With the face paint and costumes, KISS is always recognisable. The band which formed way back in 1972 and has won numerous accolades is back with its eleventh studio album, Sonic Boom. The band's first in over a decade, and their first with drummer Eric Singer.

Gene Simmons, in this interview, talks about their Rock N' Roll Hall Of Fame nomination, the KISS army and playing Madison Square Garden for the first time.

KISS was nominated for induction into the Rock n' Roll Hall Of Fame this year. Gene says, "It's appreciated, but we don't take it too seriously. Our fans are everything to us. The KISS Army is legendary and has become iconic. It's become its own thing. Every other band in the world knows about the KISS Army, and they'd give their left nut to have it. So, nice to be nominated, but it'd be nice to win. It's not the end all or be all. We do our talking onstage!"

Despite the major studio successes, Gene says the place he knows his band has left a mark is on live performances. He says, "All we know is that when we go to see wrestling and we see fireworks or we go and see McCartney or any other band live and you see spectacle and fireworks, and all that, where'd that come from? The stampeders? If the only thing we've done is raise the bar substantially for live performances, that's good! Then we've left our mark! It's no longer enough to just get onstage with a tie-dyed t-shirt and sneakers, and look at your shoes and think that you are giving people a show."

Sonic Boom is the band's first studio album in 11 years. Gene says the album is filled with the vitality of their older albums. "Eleven brand new songs; it's a three-disc special package. The second disc has 15 songs by this line-up re-recorded. The third disc is of us in South America at Buenos Aires Stadium in April, just a few months back. And what Sonic Boom is, is this is who we are now. No keyboard players, no children's choirs, no synthesisers, none of that. Meat and potatoes straight down the line, and it all goes back to a spirit of innocence that we had when we first started, when we first strapped guitars on our shoulders. Eric Singer and Tommy Thayer sing their own songs. The band is back to being full octane."

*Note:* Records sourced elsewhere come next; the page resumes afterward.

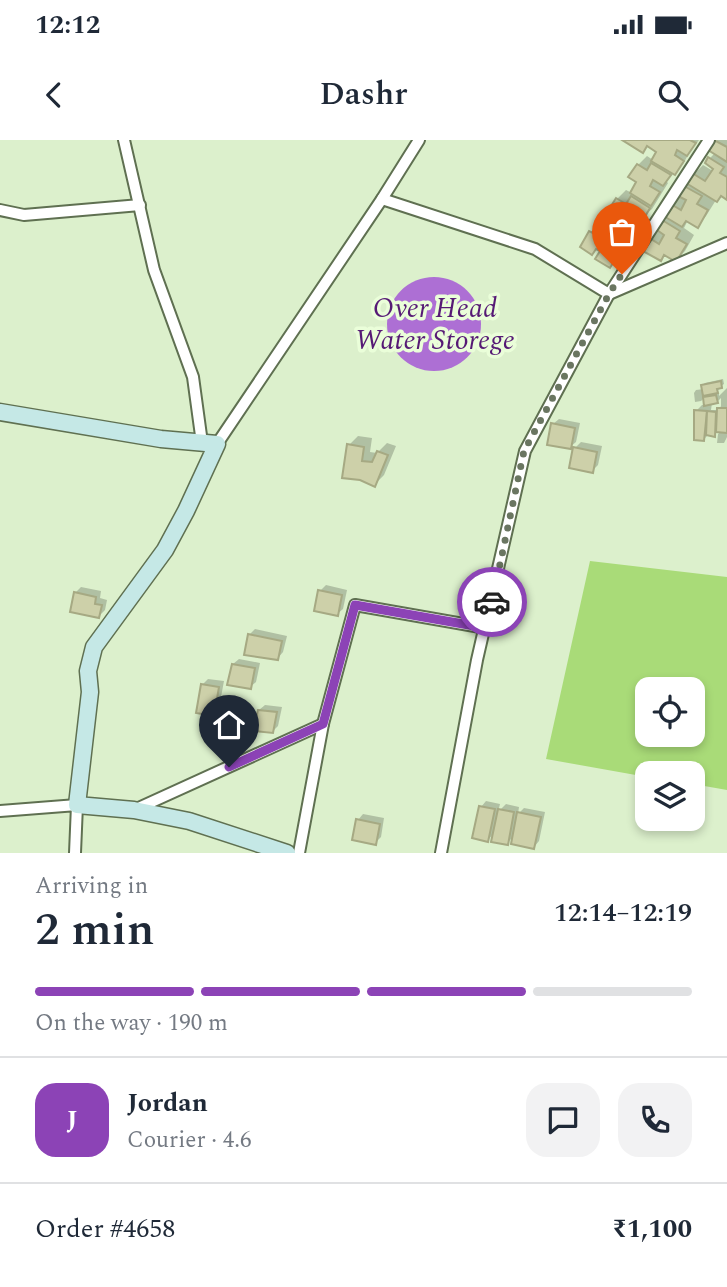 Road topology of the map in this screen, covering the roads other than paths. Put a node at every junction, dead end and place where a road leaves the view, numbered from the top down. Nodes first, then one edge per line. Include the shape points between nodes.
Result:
1 (124, 140) edge
2 (419, 140) edge
3 (709, 140) edge
4 (382, 199) junction
5 (140, 205) junction
6 (0, 210) edge
7 (727, 243) edge
8 (609, 294) junction
9 (0, 412) edge
10 (210, 444) junction
11 (486, 628) junction
12 (323, 724) junction
13 (77, 805) junction
14 (134, 810) junction
15 (0, 811) edge
16 (75, 853) edge
17 (287, 853) edge
18 (299, 853) edge
19 (441, 853) edge

1 - 5 street
2 - 4 street
3 - 8 street
4 - 8 street via 535,249
4 - 10 street
5 - 6 street via 24,215
5 - 10 street via 153,270 193,377
7 - 8 street
8 - 11 street via 524,451
9 - 10 main road
10 - 13 main road via 186,511 165,550 94,647
11 - 12 street via 355,605
11 - 19 street
12 - 14 street
12 - 18 street
13 - 14 main road
13 - 15 street
13 - 16 street
14 - 17 main road via 189,821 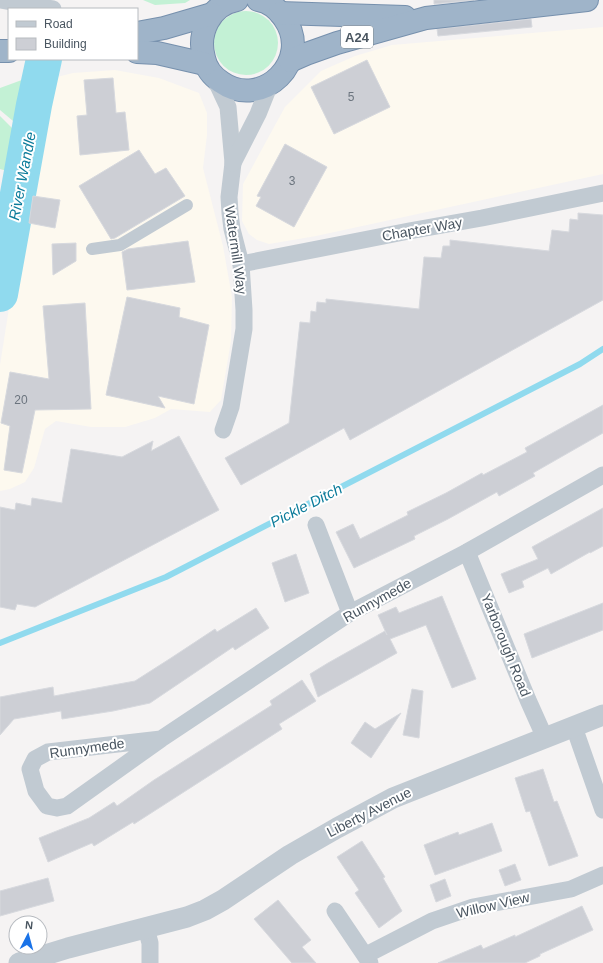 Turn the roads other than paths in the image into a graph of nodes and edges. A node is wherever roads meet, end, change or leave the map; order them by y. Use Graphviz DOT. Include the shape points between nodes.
graph roads {
  1 [pos="0,0"];
  2 [pos="237,0"];
  3 [pos="258,0"];
  4 [pos="587,0"];
  5 [pos="46,8"];
  6 [pos="280,12"];
  7 [pos="212,14"];
  8 [pos="431,17"];
  9 [pos="138,33"];
  10 [pos="138,52"];
  11 [pos="290,62"];
  12 [pos="210,71"];
  13 [pos="270,84"];
  14 [pos="233,163"];
  15 [pos="603,193"];
  16 [pos="187,205"];
  17 [pos="92,249"];
  18 [pos="241,264"];
  19 [pos="222,430"];
  20 [pos="603,475"];
  21 [pos="316,525"];
  22 [pos="467,552"];
  23 [pos="350,613"];
  24 [pos="603,716"];
  25 [pos="574,727"];
  26 [pos="545,738"];
  27 [pos="161,739"];
  28 [pos="603,810"];
  29 [pos="603,875"];
  30 [pos="335,911"];
  31 [pos="146,928"];
  32 [pos="368,959"];
  33 [pos="18,963"];
  34 [pos="150,963"];
  1 -- 5 [label="street"];
  2 -- 7 [label="highway" via="221,6"];
  3 -- 6 [label="highway, A24" via="272,5"];
  4 -- 8 [label="highway, A24"];
  6 -- 8 [label="highway, A24"];
  6 -- 11 [label="highway, A24" via="288,23 292,36"];
  7 -- 9 [label="highway"];
  7 -- 12 [label="highway" via="205,25 201,50"];
  8 -- 11 [label="highway, A24" via="337,43"];
  10 -- 12 [label="highway, A24" via="157,54"];
  11 -- 13 [label="highway, A24" via="282,75"];
  12 -- 13 [label="highway, A24" via="226,86 241,90 256,90"];
  12 -- 14 [label="street" via="228,107"];
  13 -- 14 [label="street"];
  14 -- 18 [label="street, Watermill Way" via="229,196 230,213"];
  15 -- 18 [label="street, Chapter Way"];
  16 -- 17 [label="street" via="120,245"];
  18 -- 19 [label="street, Watermill Way" via="244,329 231,407"];
  20 -- 22 [label="street, Runnymede"];
  21 -- 23 [label="street"];
  22 -- 23 [label="street, Runnymede"];
  22 -- 26 [label="street, Yarborough Road"];
  23 -- 27 [label="street, Runnymede"];
  24 -- 25 [label="street, Liberty Avenue"];
  25 -- 26 [label="street, Liberty Avenue"];
  25 -- 28 [label="street"];
  26 -- 31 [label="street, Liberty Avenue" via="393,798 290,855 205,910"];
  27 -- 27 [label="street, Runnymede" via="67,806 47,806 36,791 30,769 35,759 48,752"];
  29 -- 32 [label="street, Willow View" via="571,889 473,907 432,921"];
  30 -- 32 [label="street"];
  31 -- 33 [label="street, Liberty Avenue"];
  31 -- 34 [label="street" via="150,943"];
} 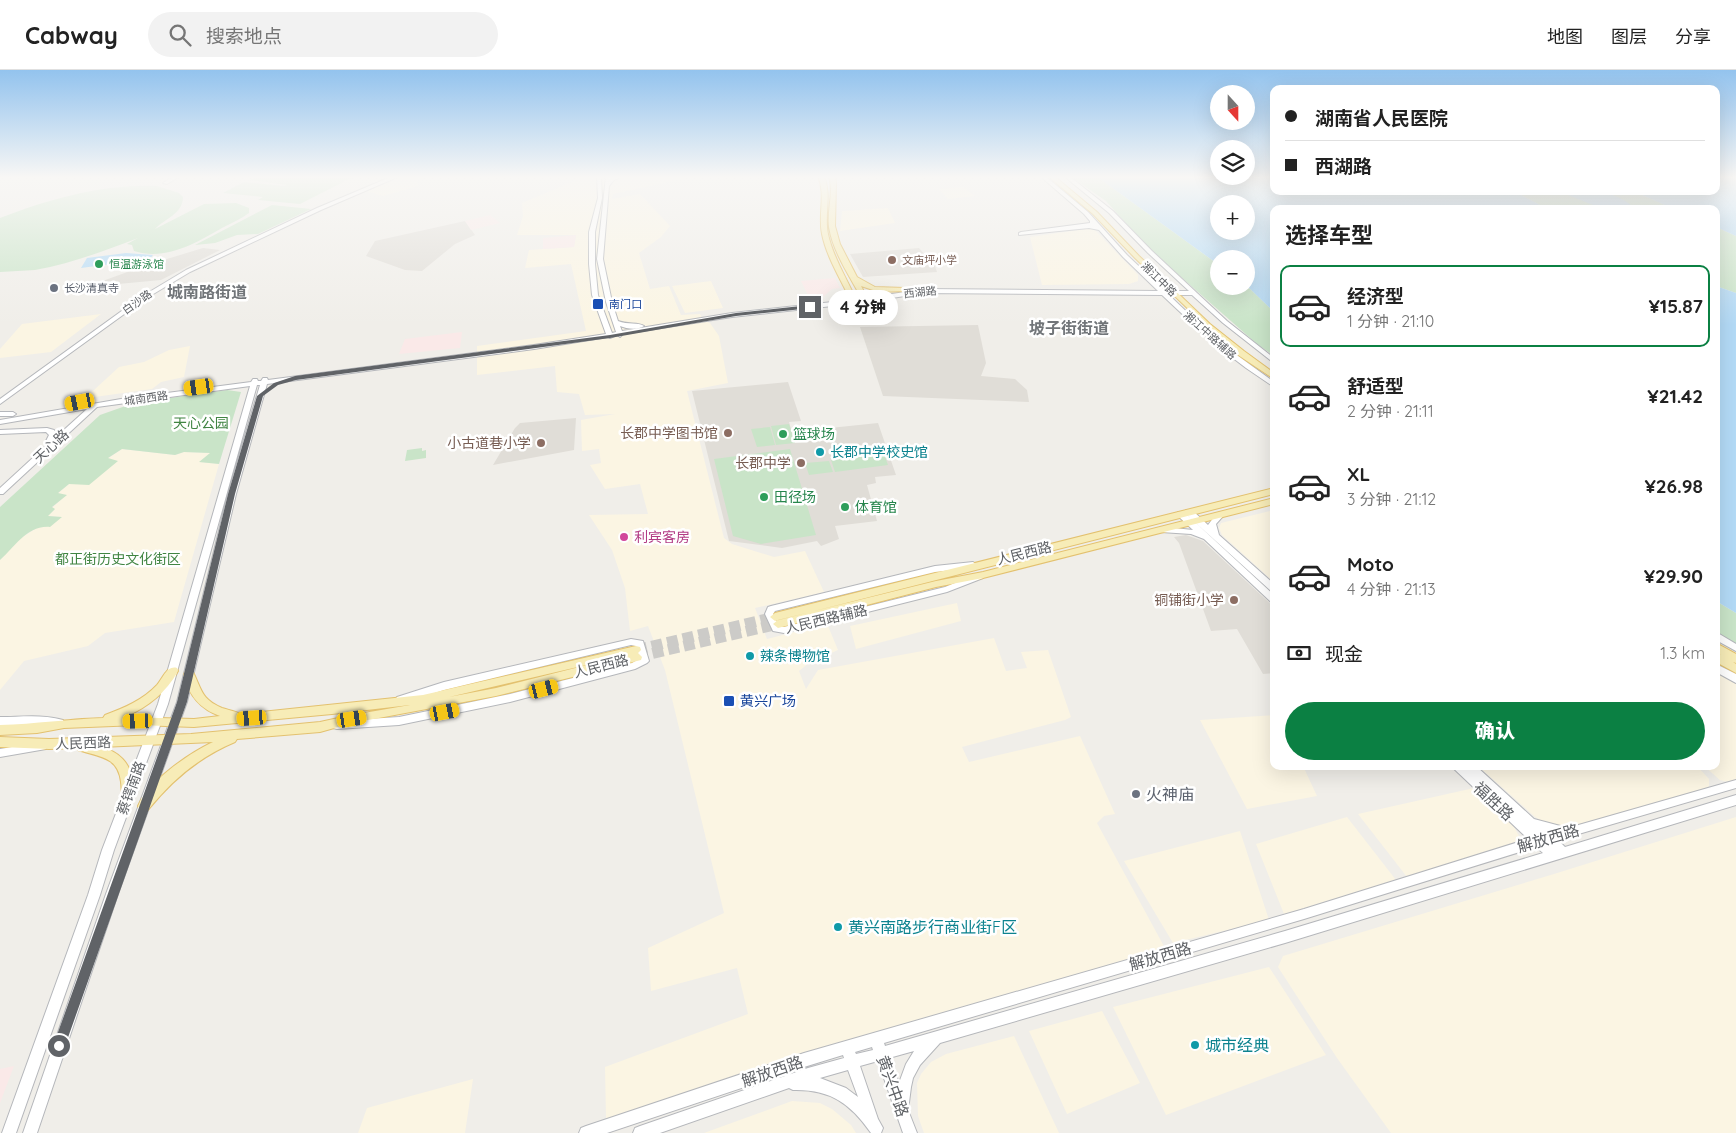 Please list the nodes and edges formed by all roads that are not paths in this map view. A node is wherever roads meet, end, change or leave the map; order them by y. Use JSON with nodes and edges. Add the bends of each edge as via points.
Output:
{"nodes":[{"id":1,"x":279,"y":226,"type":"edge"},
{"id":2,"x":284,"y":226,"type":"edge"},
{"id":3,"x":594,"y":226,"type":"edge"},
{"id":4,"x":603,"y":226,"type":"edge"},
{"id":5,"x":824,"y":226,"type":"edge"},
{"id":6,"x":832,"y":226,"type":"edge"},
{"id":7,"x":1088,"y":226,"type":"edge"},
{"id":8,"x":1097,"y":226,"type":"edge"},
{"id":9,"x":1106,"y":226,"type":"edge"},
{"id":10,"x":1114,"y":226,"type":"edge"},
{"id":11,"x":1124,"y":226,"type":"edge"},
{"id":12,"x":1100,"y":229,"type":"junction"},
{"id":13,"x":1145,"y":276,"type":"junction"},
{"id":14,"x":854,"y":277,"type":"junction"},
{"id":15,"x":904,"y":290,"type":"junction"},
{"id":16,"x":1129,"y":290,"type":"junction"},
{"id":17,"x":849,"y":291,"type":"junction"},
{"id":18,"x":1171,"y":291,"type":"junction"},
{"id":19,"x":1191,"y":291,"type":"junction"},
{"id":20,"x":865,"y":299,"type":"junction"},
{"id":21,"x":854,"y":300,"type":"junction"},
{"id":22,"x":834,"y":301,"type":"junction"},
{"id":23,"x":1181,"y":308,"type":"junction"},
{"id":24,"x":615,"y":322,"type":"junction"},
{"id":25,"x":605,"y":323,"type":"junction"},
{"id":26,"x":641,"y":326,"type":"junction"},
{"id":27,"x":619,"y":332,"type":"junction"},
{"id":28,"x":609,"y":334,"type":"junction"},
{"id":29,"x":584,"y":336,"type":"junction"},
{"id":30,"x":1270,"y":357,"type":"edge"},
{"id":31,"x":1270,"y":367,"type":"edge"},
{"id":32,"x":1270,"y":374,"type":"edge"},
{"id":33,"x":295,"y":378,"type":"junction"},
{"id":34,"x":1270,"y":382,"type":"edge"},
{"id":35,"x":258,"y":385,"type":"junction"},
{"id":36,"x":0,"y":397,"type":"edge"},
{"id":37,"x":123,"y":401,"type":"junction"},
{"id":38,"x":0,"y":402,"type":"edge"},
{"id":39,"x":95,"y":402,"type":"junction"},
{"id":40,"x":56,"y":411,"type":"junction"},
{"id":41,"x":0,"y":418,"type":"edge"},
{"id":42,"x":78,"y":420,"type":"junction"},
{"id":43,"x":66,"y":424,"type":"junction"},
{"id":44,"x":0,"y":432,"type":"edge"},
{"id":45,"x":50,"y":441,"type":"junction"},
{"id":46,"x":0,"y":486,"type":"edge"},
{"id":47,"x":0,"y":492,"type":"edge"},
{"id":48,"x":1270,"y":492,"type":"edge"},
{"id":49,"x":1270,"y":503,"type":"edge"},
{"id":50,"x":1185,"y":513,"type":"junction"},
{"id":51,"x":1220,"y":515,"type":"junction"},
{"id":52,"x":1195,"y":522,"type":"junction"},
{"id":53,"x":1164,"y":530,"type":"junction"},
{"id":54,"x":1213,"y":539,"type":"junction"},
{"id":55,"x":976,"y":565,"type":"junction"},
{"id":56,"x":983,"y":575,"type":"junction"},
{"id":57,"x":1270,"y":586,"type":"edge"},
{"id":58,"x":1270,"y":596,"type":"edge"},
{"id":59,"x":1720,"y":638,"type":"edge"},
{"id":60,"x":1736,"y":648,"type":"edge"},
{"id":61,"x":1720,"y":649,"type":"edge"},
{"id":62,"x":1720,"y":659,"type":"edge"},
{"id":63,"x":1736,"y":659,"type":"edge"},
{"id":64,"x":1720,"y":669,"type":"edge"},
{"id":65,"x":1736,"y":669,"type":"edge"},
{"id":66,"x":173,"y":671,"type":"junction"},
{"id":67,"x":189,"y":675,"type":"junction"},
{"id":68,"x":1736,"y":679,"type":"edge"},
{"id":69,"x":391,"y":702,"type":"junction"},
{"id":70,"x":252,"y":718,"type":"junction"},
{"id":71,"x":0,"y":721,"type":"edge"},
{"id":72,"x":156,"y":721,"type":"junction"},
{"id":73,"x":174,"y":722,"type":"junction"},
{"id":74,"x":94,"y":723,"type":"junction"},
{"id":75,"x":64,"y":724,"type":"junction"},
{"id":76,"x":320,"y":727,"type":"junction"},
{"id":77,"x":5,"y":730,"type":"edge"},
{"id":78,"x":242,"y":735,"type":"junction"},
{"id":79,"x":149,"y":740,"type":"junction"},
{"id":80,"x":168,"y":740,"type":"junction"},
{"id":81,"x":5,"y":742,"type":"edge"},
{"id":82,"x":48,"y":744,"type":"junction"},
{"id":83,"x":66,"y":744,"type":"junction"},
{"id":84,"x":0,"y":753,"type":"edge"},
{"id":85,"x":1461,"y":770,"type":"edge"},
{"id":86,"x":1473,"y":770,"type":"edge"},
{"id":87,"x":1736,"y":784,"type":"edge"},
{"id":88,"x":128,"y":798,"type":"junction"},
{"id":89,"x":1736,"y":800,"type":"edge"},
{"id":90,"x":144,"y":806,"type":"junction"},
{"id":91,"x":1522,"y":820,"type":"junction"},
{"id":92,"x":1574,"y":830,"type":"junction"},
{"id":93,"x":1543,"y":839,"type":"junction"},
{"id":94,"x":1521,"y":846,"type":"junction"},
{"id":95,"x":1559,"y":854,"type":"junction"},
{"id":96,"x":942,"y":1036,"type":"junction"},
{"id":97,"x":876,"y":1038,"type":"junction"},
{"id":98,"x":847,"y":1047,"type":"junction"},
{"id":99,"x":882,"y":1053,"type":"junction"},
{"id":100,"x":852,"y":1062,"type":"junction"},
{"id":101,"x":783,"y":1084,"type":"junction"},
{"id":102,"x":905,"y":1119,"type":"junction"},
{"id":103,"x":876,"y":1131,"type":"edge"},
{"id":104,"x":9,"y":1133,"type":"edge"},
{"id":105,"x":30,"y":1133,"type":"edge"},
{"id":106,"x":586,"y":1133,"type":"edge"},
{"id":107,"x":640,"y":1133,"type":"edge"},
{"id":108,"x":910,"y":1133,"type":"edge"}],
"edges":[{"from":1,"to":36,"type":"main road","name":"白沙路","via":[[163,282]]},
{"from":2,"to":38,"type":"main road","name":"白沙路","via":[[181,275],[143,298]]},
{"from":3,"to":25,"type":"main road","via":[[595,295]]},
{"from":4,"to":24,"type":"main road","via":[[600,259]]},
{"from":5,"to":17,"type":"main road","via":[[826,239]]},
{"from":6,"to":14,"type":"main road"},
{"from":7,"to":12,"type":"main road","via":[[1021,234],[1089,226]]},
{"from":8,"to":12,"type":"main road","name":"湘江中路辅路"},
{"from":9,"to":18,"type":"main road","name":"湘江中路"},
{"from":10,"to":18,"type":"main road","name":"湘江中路"},
{"from":11,"to":19,"type":"main road","name":"湘江中路辅路"},
{"from":12,"to":13,"type":"main road","name":"湘江中路辅路"},
{"from":13,"to":16,"type":"main road","via":[[1146,285]]},
{"from":13,"to":18,"type":"main road","name":"湘江中路辅路"},
{"from":14,"to":15,"type":"main road","via":[[872,289]]},
{"from":14,"to":20,"type":"main road"},
{"from":15,"to":16,"type":"main road","name":"西湖路","via":[[947,286]]},
{"from":15,"to":20,"type":"main road","name":"西湖路"},
{"from":16,"to":18,"type":"main road","name":"西湖路"},
{"from":16,"to":20,"type":"main road","name":"西湖路","via":[[948,290]]},
{"from":16,"to":23,"type":"main road","via":[[1155,296]]},
{"from":17,"to":21,"type":"main road"},
{"from":17,"to":22,"type":"main road","via":[[846,297]]},
{"from":18,"to":19,"type":"main road","name":"西湖路"},
{"from":18,"to":23,"type":"main road","name":"湘江中路辅路"},
{"from":18,"to":31,"type":"main road","name":"湘江中路"},
{"from":18,"to":32,"type":"main road","name":"湘江中路"},
{"from":19,"to":30,"type":"main road","name":"湘江中路辅路"},
{"from":20,"to":21,"type":"main road","name":"西湖路"},
{"from":21,"to":22,"type":"main road","name":"西湖路"},
{"from":21,"to":27,"type":"main road","name":"西湖路"},
{"from":22,"to":26,"type":"main road","name":"西湖路"},
{"from":23,"to":34,"type":"main road","name":"湘江中路辅路","via":[[1221,347]]},
{"from":24,"to":26,"type":"main road"},
{"from":24,"to":27,"type":"main road"},
{"from":25,"to":28,"type":"main road"},
{"from":25,"to":29,"type":"main road","via":[[604,328]]},
{"from":26,"to":27,"type":"main road","name":"西湖路"},
{"from":27,"to":28,"type":"main road","name":"城南西路"},
{"from":28,"to":29,"type":"main road","name":"城南西路"},
{"from":28,"to":33,"type":"main road","name":"城南西路"},
{"from":29,"to":35,"type":"main road","name":"城南西路"},
{"from":33,"to":35,"type":"main road","name":"城南西路"},
{"from":33,"to":35,"type":"main road"},
{"from":35,"to":37,"type":"main road","name":"城南西路"},
{"from":35,"to":39,"type":"main road","name":"城南西路"},
{"from":35,"to":66,"type":"main road","name":"蔡锷南路"},
{"from":35,"to":67,"type":"main road","name":"蔡锷南路"},
{"from":37,"to":39,"type":"main road","name":"城南西路"},
{"from":37,"to":42,"type":"main road"},
{"from":39,"to":40,"type":"main road","name":"城南西路"},
{"from":39,"to":41,"type":"main road"},
{"from":39,"to":42,"type":"main road","name":"天心路"},
{"from":39,"to":43,"type":"main road","name":"天心路"},
{"from":40,"to":41,"type":"main road","name":"城南西路"},
{"from":40,"to":43,"type":"main road","via":[[68,414],[70,418]]},
{"from":42,"to":47,"type":"main road","name":"天心路"},
{"from":43,"to":45,"type":"main road","name":"天心路"},
{"from":44,"to":45,"type":"main road","via":[[47,430],[54,435]]},
{"from":45,"to":46,"type":"main road","name":"天心路"},
{"from":48,"to":50,"type":"main road","name":"人民西路"},
{"from":49,"to":51,"type":"main road","name":"人民西路"},
{"from":50,"to":52,"type":"main road"},
{"from":50,"to":55,"type":"main road","name":"人民西路"},
{"from":51,"to":52,"type":"main road","name":"人民西路"},
{"from":51,"to":54,"type":"main road","via":[[1212,524]]},
{"from":52,"to":53,"type":"main road","name":"人民西路"},
{"from":52,"to":54,"type":"main road"},
{"from":53,"to":54,"type":"main road","via":[[1192,532]]},
{"from":53,"to":56,"type":"main road","name":"人民西路"},
{"from":54,"to":57,"type":"main road"},
{"from":54,"to":58,"type":"main road"},
{"from":55,"to":56,"type":"main road","name":"人民西路","via":[[777,620]]},
{"from":55,"to":56,"type":"main road","name":"人民西路辅路","via":[[935,569],[771,609],[769,614],[776,629],[784,630],[947,589]]},
{"from":59,"to":60,"type":"main road"},
{"from":61,"to":63,"type":"main road"},
{"from":62,"to":65,"type":"main road"},
{"from":64,"to":68,"type":"main road"},
{"from":66,"to":72,"type":"main road","name":"蔡锷南路"},
{"from":66,"to":74,"type":"main road","via":[[158,692],[140,705]]},
{"from":67,"to":70,"type":"main road","via":[[197,696],[206,706],[224,714]]},
{"from":67,"to":73,"type":"main road","name":"蔡锷南路"},
{"from":69,"to":70,"type":"main road","name":"人民西路"},
{"from":69,"to":76,"type":"main road","name":"人民西路","via":[[423,699],[637,654],[496,692]]},
{"from":69,"to":76,"type":"main road","via":[[444,686],[631,642],[640,643],[645,658],[635,666],[474,706],[399,720]]},
{"from":70,"to":73,"type":"main road","name":"人民西路"},
{"from":71,"to":75,"type":"main road"},
{"from":72,"to":73,"type":"main road","name":"人民西路"},
{"from":72,"to":74,"type":"main road","name":"人民西路"},
{"from":72,"to":79,"type":"main road","name":"蔡锷南路"},
{"from":73,"to":80,"type":"main road","name":"蔡锷南路"},
{"from":74,"to":75,"type":"main road","name":"人民西路"},
{"from":75,"to":77,"type":"main road","name":"人民西路"},
{"from":76,"to":78,"type":"main road","name":"人民西路"},
{"from":78,"to":80,"type":"main road","name":"人民西路"},
{"from":78,"to":90,"type":"main road","via":[[187,762],[156,790]]},
{"from":79,"to":80,"type":"main road","name":"人民西路"},
{"from":79,"to":83,"type":"main road","name":"人民西路"},
{"from":79,"to":88,"type":"main road","name":"蔡锷南路"},
{"from":80,"to":90,"type":"main road","name":"蔡锷南路"},
{"from":81,"to":82,"type":"main road","name":"人民西路"},
{"from":82,"to":83,"type":"main road","name":"人民西路"},
{"from":82,"to":84,"type":"main road"},
{"from":83,"to":88,"type":"main road","via":[[100,750],[122,762]]},
{"from":85,"to":91,"type":"main road","name":"福胜路"},
{"from":86,"to":91,"type":"main road","name":"福胜路"},
{"from":87,"to":92,"type":"main road","name":"解放西路"},
{"from":88,"to":104,"type":"main road","name":"蔡锷南路"},
{"from":89,"to":95,"type":"main road","name":"解放西路"},
{"from":90,"to":105,"type":"main road","name":"蔡锷南路"},
{"from":91,"to":92,"type":"main road","via":[[1554,830]]},
{"from":91,"to":93,"type":"main road","name":"福胜路"},
{"from":91,"to":94,"type":"main road","via":[[1526,841]]},
{"from":92,"to":93,"type":"main road","name":"解放西路"},
{"from":93,"to":94,"type":"main road","name":"解放西路"},
{"from":93,"to":95,"type":"main road","name":"福胜路"},
{"from":94,"to":97,"type":"main road","name":"解放西路","via":[[1296,917]]},
{"from":95,"to":96,"type":"main road","name":"解放西路"},
{"from":96,"to":99,"type":"main road","name":"解放西路"},
{"from":96,"to":102,"type":"main road","via":[[927,1046],[911,1067],[903,1093]]},
{"from":97,"to":98,"type":"main road","name":"解放西路"},
{"from":97,"to":99,"type":"main road","name":"黄兴中路"},
{"from":98,"to":100,"type":"main road","name":"黄兴中路"},
{"from":98,"to":106,"type":"main road","name":"解放西路"},
{"from":99,"to":100,"type":"main road","name":"解放西路"},
{"from":99,"to":102,"type":"main road","name":"黄兴中路"},
{"from":100,"to":101,"type":"main road","name":"解放西路"},
{"from":100,"to":103,"type":"main road","name":"黄兴中路"},
{"from":101,"to":103,"type":"main road","via":[[808,1083],[835,1090],[859,1106]]},
{"from":101,"to":107,"type":"main road","name":"解放西路"},
{"from":102,"to":108,"type":"main road","name":"黄兴中路"}]}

KISS's new members Eric Singer and Tommy Thayer replaced Peter Criss and Ace Frehley. Gene says that fans are going to have to live with the replacements because they couldn't deal with Criss's and Frehley's problems anymore. He says, "In football teams, there's a number. If one of the players gets kicked out of the band three times for not being a team player and for using drugs and alcohol, 'your ass is grass,' as they say in New York! You may have been worthy of the team once. Why the hell would you continue to keep somebody on the team if they're not carrying their load?"

The band kicked off its 35th anniversary celebrations recently and Gene was very happy to meet two guys who attended one of their most famous concerts from back then. He says, "We met the guys on the back cover of the double live album (Alive). You have to remember in those days, it was lunacy to release a live record, much less a double live record. KISS has always been like that - nuts! So, the back cover shows two fans in the middle of a sold out hall, three nights I might add, and they're holding a KISS banner that they made. Well, those two guys showed up all these many years later with the same banner. One's a successful real estate agent and the other is a doctor. The KISS Army, that's right!"

After more than a decade, KISS also returned to Madison Garden. Gene says he has fond memories of playing there the first time. He says, "I will tell you a story... The band was put together at 10 East 23rd Street. It was a loft, and The Garden was 10 blocks away. I would walk up there and see basketball or The Stones or whoever else was playing."

"We all have dreams! And when KISS played there for the first time, I walked in through the front door because in those days people didn't know what we looked like without the makeup. They were just aware of KISS. They thought that we looked like that 24 hours a day. So, I walked in through the front door, walked through the crowd, went backstage, put on makeup, got up onstage and rocked the house! The rock 'n' roll rites of passage, if you will. It was like climbing Mount Olympus; when you get to the top, the view is amazing!"